Every entry in the data that follows should come back exactly, pictures aside.

[Dataset excerpts]
****************

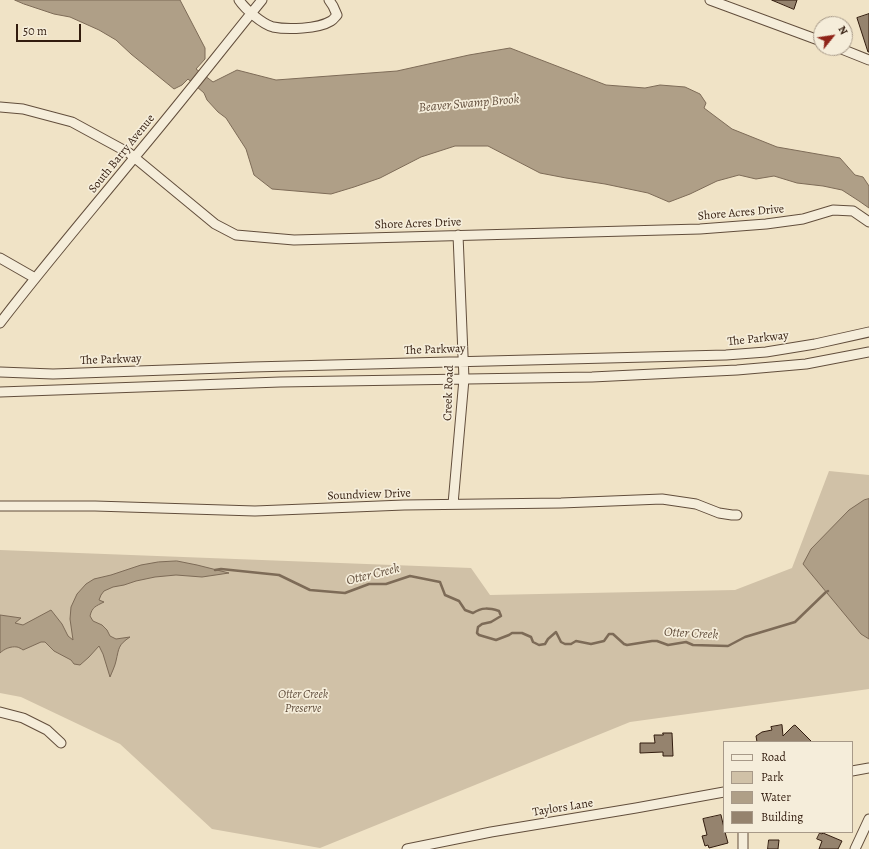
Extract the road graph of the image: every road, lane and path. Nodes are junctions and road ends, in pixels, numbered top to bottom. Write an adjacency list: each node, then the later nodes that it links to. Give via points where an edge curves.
1 (239, 0): 5 (street)
2 (262, 0): 5 (street, South Barry Avenue)
3 (328, 0): 5 (street, via 337,15 319,26 272,26)
4 (710, 0): 6 (street)
5 (252, 13): 10 (street, South Barry Avenue)
6 (813, 38)
7 (853, 54): 8 (street)
8 (869, 60)
9 (0, 107): 10 (street, Shore Acres Drive, via 23,109 72,122)
10 (135, 158): 12 (street, Shore Acres Drive, via 215,224 236,235 294,240); 14 (street, South Barry Avenue)
11 (869, 222): 12 (street, Shore Acres Drive, via 853,211 833,210 803,219 700,229)
12 (458, 235): 18 (street, Creek Road)
13 (0, 258): 14 (street)
14 (35, 278): 15 (street, South Barry Avenue)
15 (0, 323)
16 (869, 332): 18 (street, The Parkway, via 815,344 718,355)
17 (869, 352): 22 (street, via 806,364 736,370 592,377)
18 (462, 361): 20 (street, The Parkway); 22 (street, Creek Road)
19 (252, 367): 20 (street, The Parkway); 21 (street, The Parkway, via 53,374); 23 (street)
20 (274, 367): 24 (street)
21 (0, 372)
22 (464, 379): 24 (street); 26 (street, Creek Road)
23 (252, 383): 24 (street); 25 (street)
24 (273, 383)
25 (0, 392)
26 (453, 504): 27 (street, Soundview Drive, via 255,512 95,506); 28 (street, Soundview Drive, via 662,499 696,504 719,513)
27 (0, 506)
28 (737, 515)
29 (0, 712): 30 (street, via 23,718 47,730)
30 (61, 743)
31 (869, 768): 32 (street)
32 (853, 771)
33 (723, 792): 36 (street, Taylors Lane)
34 (869, 819): 38 (street)
35 (743, 833): 37 (street)
36 (407, 849)
37 (742, 849)
38 (855, 849)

****************

> **Result for this exercise**
Extract the road graph of the image: every road, lane and path. Nodes are junctions and road ends, in pixels, numbered top to bottom. Write an adjacency list: each node, then the later nodes that it links to. Give via points where an edge curves.
1 (239, 0): 5 (street)
2 (262, 0): 5 (street, South Barry Avenue)
3 (328, 0): 5 (street, via 337,15 319,26 272,26)
4 (710, 0): 6 (street)
5 (252, 13): 10 (street, South Barry Avenue)
6 (813, 38)
7 (853, 54): 8 (street)
8 (869, 60)
9 (0, 107): 10 (street, Shore Acres Drive, via 23,109 72,122)
10 (135, 158): 12 (street, Shore Acres Drive, via 215,224 236,235 294,240); 14 (street, South Barry Avenue)
11 (869, 222): 12 (street, Shore Acres Drive, via 853,211 833,210 803,219 700,229)
12 (458, 235): 18 (street, Creek Road)
13 (0, 258): 14 (street)
14 (35, 278): 15 (street, South Barry Avenue)
15 (0, 323)
16 (869, 332): 18 (street, The Parkway, via 815,344 718,355)
17 (869, 352): 22 (street, via 806,364 736,370 592,377)
18 (462, 361): 20 (street, The Parkway); 22 (street, Creek Road)
19 (252, 367): 20 (street, The Parkway); 21 (street, The Parkway, via 53,374); 23 (street)
20 (274, 367): 24 (street)
21 (0, 372)
22 (464, 379): 24 (street); 26 (street, Creek Road)
23 (252, 383): 24 (street); 25 (street)
24 (273, 383)
25 (0, 392)
26 (453, 504): 27 (street, Soundview Drive, via 255,512 95,506); 28 (street, Soundview Drive, via 662,499 696,504 719,513)
27 (0, 506)
28 (737, 515)
29 (0, 712): 30 (street, via 23,718 47,730)
30 (61, 743)
31 (869, 768): 32 (street)
32 (853, 771)
33 (723, 792): 36 (street, Taylors Lane)
34 (869, 819): 38 (street)
35 (743, 833): 37 (street)
36 (407, 849)
37 (742, 849)
38 (855, 849)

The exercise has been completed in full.